In a series of major U-turns by the struggling car manufacturer, GM will revive a car once considered obsolete, build it in an Ontario car plant once targeted for drastic downsizing and put back on the sales lot a vehicle once considered a serious gas-guzzler, just as consumers focus on buying cars that use less petrol. Go figure.
GM has announced plans to restore the Chevrolet Camaro to its product line, starting with the 2009 model year. The Camaro was a popular brand name for 35 years, from its introduction in 1967 to 2002. But GM put the brakes on production of the sporty vehicle after a prolonged sales slump brought about by lessening interest in the dated, fuel-hungry model.
The death of the Camaro four years ago triggered the layoff of 1,000 employees and the closure of the company’s only manufacturing plant in Quebec, at St. Therese outside of Montreal. The new Camaro will be built at GM’s existing operations in Oshawa, where only last fall it was announced one of two plants would close by 2008.
GM will invest $750 million in its Oshawa operations at a time when it’s shutting down plants and laying off workers elsewhere to keep the company afloat. The federal and Ontario governments have already invested $435 million in GM, money both levels of government are now claiming helped ensure the revived Camaro will be built in Canada.
Credit must also go to organized labour. The skills of Canadian Auto Workers members over the years have given Oshawa products high marks for quality, but agreement by some 2,500 senior CAW members to take early retirement helped clinch the deal and assure a future for younger workers.
If reviving a once-discarded brand and building it in a once-doomed plant aren’t dramatic enough U-turns, consider the fact GM is reviving a muscle car at a time when small vehicles with less torque and better gas mileage are big sellers. Yet GM is being a follower, rather than a leader.

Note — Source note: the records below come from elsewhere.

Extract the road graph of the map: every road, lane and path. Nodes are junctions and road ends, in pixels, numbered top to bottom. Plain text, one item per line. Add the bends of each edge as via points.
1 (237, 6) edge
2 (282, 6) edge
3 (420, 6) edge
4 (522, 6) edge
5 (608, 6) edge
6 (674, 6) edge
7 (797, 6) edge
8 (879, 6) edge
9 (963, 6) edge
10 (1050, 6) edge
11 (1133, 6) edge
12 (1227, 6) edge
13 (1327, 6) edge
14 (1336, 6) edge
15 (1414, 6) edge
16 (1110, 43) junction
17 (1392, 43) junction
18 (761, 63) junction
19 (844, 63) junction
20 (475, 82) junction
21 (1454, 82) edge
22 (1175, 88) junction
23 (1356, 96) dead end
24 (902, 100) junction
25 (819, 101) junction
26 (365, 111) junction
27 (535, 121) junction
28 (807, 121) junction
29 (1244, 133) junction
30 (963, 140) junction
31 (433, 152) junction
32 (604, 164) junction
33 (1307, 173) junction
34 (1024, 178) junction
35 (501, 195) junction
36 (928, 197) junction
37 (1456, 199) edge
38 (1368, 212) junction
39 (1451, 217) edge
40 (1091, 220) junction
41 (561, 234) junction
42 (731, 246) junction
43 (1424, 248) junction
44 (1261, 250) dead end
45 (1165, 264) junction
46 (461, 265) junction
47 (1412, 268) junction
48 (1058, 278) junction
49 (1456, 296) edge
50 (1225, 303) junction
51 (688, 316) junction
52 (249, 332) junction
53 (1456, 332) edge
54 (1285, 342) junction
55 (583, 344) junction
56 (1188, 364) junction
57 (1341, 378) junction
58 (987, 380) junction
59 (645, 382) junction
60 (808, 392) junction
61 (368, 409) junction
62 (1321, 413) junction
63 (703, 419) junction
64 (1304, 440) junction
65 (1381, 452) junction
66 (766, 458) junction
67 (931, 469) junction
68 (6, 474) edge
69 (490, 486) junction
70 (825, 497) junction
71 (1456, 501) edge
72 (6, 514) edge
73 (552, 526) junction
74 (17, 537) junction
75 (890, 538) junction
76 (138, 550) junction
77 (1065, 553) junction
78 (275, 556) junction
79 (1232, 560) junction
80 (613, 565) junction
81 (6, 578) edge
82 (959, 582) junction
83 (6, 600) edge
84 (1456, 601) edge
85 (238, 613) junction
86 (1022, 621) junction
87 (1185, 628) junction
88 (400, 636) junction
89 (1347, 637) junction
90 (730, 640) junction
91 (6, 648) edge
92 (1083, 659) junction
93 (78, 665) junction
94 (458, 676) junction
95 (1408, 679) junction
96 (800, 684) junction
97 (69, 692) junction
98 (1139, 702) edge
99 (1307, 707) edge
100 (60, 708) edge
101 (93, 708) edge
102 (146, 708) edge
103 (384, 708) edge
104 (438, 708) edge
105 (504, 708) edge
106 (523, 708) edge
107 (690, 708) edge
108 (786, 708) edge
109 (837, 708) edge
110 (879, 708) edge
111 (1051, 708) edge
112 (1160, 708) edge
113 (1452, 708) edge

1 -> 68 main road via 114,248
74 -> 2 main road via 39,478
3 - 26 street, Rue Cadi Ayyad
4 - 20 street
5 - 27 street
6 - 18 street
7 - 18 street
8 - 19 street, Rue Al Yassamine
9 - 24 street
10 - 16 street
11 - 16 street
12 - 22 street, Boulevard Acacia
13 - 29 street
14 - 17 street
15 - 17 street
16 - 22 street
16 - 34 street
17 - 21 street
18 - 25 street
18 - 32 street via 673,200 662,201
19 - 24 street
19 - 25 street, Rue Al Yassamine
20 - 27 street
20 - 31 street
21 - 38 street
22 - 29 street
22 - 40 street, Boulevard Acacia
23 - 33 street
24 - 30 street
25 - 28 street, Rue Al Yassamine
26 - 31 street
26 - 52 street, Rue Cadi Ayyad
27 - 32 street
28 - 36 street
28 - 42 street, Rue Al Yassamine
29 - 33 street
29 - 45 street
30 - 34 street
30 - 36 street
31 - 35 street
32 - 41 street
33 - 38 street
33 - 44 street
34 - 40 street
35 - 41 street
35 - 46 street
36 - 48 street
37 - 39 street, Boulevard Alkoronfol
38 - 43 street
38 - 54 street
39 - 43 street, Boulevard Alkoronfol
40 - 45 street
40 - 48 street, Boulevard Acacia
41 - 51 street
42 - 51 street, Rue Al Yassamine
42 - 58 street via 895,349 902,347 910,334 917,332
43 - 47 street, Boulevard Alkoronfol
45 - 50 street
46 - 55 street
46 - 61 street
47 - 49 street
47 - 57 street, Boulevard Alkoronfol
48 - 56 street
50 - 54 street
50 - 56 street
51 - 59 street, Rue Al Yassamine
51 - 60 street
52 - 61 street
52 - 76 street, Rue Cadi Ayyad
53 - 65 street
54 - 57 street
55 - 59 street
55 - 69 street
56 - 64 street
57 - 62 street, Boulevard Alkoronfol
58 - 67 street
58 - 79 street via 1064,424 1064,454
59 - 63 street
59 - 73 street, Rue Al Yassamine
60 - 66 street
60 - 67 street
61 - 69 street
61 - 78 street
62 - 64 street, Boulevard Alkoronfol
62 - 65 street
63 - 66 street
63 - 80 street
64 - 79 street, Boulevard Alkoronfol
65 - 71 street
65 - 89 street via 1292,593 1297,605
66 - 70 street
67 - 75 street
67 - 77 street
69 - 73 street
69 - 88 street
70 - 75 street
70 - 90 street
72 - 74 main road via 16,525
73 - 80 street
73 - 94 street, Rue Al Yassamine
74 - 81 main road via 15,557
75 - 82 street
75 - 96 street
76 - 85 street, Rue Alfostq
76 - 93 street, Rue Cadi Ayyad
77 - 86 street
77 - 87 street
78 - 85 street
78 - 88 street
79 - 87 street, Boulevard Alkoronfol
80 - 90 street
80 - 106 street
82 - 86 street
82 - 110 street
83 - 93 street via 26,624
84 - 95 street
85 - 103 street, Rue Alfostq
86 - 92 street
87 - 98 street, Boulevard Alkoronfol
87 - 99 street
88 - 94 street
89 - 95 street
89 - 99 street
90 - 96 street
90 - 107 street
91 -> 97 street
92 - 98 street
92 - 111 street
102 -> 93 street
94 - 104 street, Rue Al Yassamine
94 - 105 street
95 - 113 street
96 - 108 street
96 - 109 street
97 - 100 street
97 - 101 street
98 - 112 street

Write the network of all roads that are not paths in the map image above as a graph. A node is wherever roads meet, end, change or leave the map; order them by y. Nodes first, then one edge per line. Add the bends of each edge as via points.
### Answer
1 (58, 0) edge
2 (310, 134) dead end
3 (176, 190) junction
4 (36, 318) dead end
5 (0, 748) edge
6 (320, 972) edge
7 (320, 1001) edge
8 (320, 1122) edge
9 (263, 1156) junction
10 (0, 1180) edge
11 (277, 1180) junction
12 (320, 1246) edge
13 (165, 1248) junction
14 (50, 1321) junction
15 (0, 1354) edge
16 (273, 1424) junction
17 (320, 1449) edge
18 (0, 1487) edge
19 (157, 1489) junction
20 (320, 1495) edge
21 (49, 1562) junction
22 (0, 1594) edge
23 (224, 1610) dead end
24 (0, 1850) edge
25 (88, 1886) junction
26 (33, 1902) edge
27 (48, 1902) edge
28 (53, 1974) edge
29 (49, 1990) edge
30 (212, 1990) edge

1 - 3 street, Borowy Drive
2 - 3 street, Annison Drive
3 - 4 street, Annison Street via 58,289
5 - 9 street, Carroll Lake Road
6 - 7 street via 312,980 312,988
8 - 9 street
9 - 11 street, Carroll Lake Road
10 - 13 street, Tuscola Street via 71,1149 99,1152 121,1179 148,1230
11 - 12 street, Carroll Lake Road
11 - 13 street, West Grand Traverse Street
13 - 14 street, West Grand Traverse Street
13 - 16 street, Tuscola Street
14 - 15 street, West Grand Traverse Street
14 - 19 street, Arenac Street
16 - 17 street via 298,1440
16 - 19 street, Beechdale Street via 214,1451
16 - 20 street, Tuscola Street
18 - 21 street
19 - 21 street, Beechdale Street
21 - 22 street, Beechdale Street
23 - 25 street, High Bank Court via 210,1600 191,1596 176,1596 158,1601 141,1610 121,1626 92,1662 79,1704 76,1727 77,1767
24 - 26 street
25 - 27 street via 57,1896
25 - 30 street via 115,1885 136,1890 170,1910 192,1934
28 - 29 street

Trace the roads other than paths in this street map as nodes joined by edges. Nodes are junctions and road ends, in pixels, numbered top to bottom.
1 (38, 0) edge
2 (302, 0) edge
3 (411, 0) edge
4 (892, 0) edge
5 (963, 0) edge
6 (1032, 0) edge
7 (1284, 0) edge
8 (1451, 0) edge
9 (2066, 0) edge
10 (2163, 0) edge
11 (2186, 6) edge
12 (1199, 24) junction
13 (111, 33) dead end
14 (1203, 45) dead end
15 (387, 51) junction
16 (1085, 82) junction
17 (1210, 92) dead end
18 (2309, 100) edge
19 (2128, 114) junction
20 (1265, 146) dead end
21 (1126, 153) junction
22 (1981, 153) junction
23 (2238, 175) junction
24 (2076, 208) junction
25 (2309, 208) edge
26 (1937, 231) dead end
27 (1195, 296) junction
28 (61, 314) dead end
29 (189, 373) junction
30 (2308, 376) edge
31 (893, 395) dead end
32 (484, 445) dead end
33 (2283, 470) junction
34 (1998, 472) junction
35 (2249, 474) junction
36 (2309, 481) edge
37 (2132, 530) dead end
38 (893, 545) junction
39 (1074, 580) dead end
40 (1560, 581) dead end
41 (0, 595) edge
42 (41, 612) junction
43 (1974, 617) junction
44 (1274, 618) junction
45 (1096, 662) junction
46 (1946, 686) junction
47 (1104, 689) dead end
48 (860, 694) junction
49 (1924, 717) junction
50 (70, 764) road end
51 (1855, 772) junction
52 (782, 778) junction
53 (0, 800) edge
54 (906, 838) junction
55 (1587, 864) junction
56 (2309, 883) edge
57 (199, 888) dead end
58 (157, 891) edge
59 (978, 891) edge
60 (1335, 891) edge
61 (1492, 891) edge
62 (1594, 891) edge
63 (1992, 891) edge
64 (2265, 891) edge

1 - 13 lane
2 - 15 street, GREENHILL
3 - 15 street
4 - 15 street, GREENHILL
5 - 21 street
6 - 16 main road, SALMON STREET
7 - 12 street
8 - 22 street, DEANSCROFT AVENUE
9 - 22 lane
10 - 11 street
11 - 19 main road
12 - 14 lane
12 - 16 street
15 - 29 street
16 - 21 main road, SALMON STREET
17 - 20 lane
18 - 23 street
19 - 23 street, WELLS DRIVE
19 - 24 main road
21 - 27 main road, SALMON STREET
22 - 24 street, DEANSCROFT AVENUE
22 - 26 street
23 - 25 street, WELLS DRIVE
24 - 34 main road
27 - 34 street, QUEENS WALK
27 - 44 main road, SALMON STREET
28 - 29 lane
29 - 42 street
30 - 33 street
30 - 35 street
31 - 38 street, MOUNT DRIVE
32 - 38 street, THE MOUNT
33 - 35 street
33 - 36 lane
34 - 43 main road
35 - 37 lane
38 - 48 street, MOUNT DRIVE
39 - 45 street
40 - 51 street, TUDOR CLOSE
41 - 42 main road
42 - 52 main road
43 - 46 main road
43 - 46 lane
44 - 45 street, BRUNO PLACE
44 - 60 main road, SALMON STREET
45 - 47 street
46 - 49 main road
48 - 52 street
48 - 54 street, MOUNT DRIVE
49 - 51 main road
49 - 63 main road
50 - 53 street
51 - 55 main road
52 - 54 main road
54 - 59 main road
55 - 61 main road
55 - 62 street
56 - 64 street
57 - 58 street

Other carmakers already have similar cars rolling off their assembly lines. A redesigned Mustang, based on the 1960s version, is a runaway best seller, while Daimler-Chrysler is putting a revived 1960s-style Challenger back on the road. Retro is definitely in when it comes to cars, given the roaring success of VW’s revived Beetle, BMW’s resurrected Mini, along with copycats PT Cruiser (from Daimler-Chrysler) and GM’s HHR.
Don’t blame General Motors for the return of the muscle car: They’re only trying to keep up with the competition, whose retro vehicles are already rushing out the showroom doors. Bringing back the Camaro may not save GM, but it’ll make a lot of sports car fans very happy.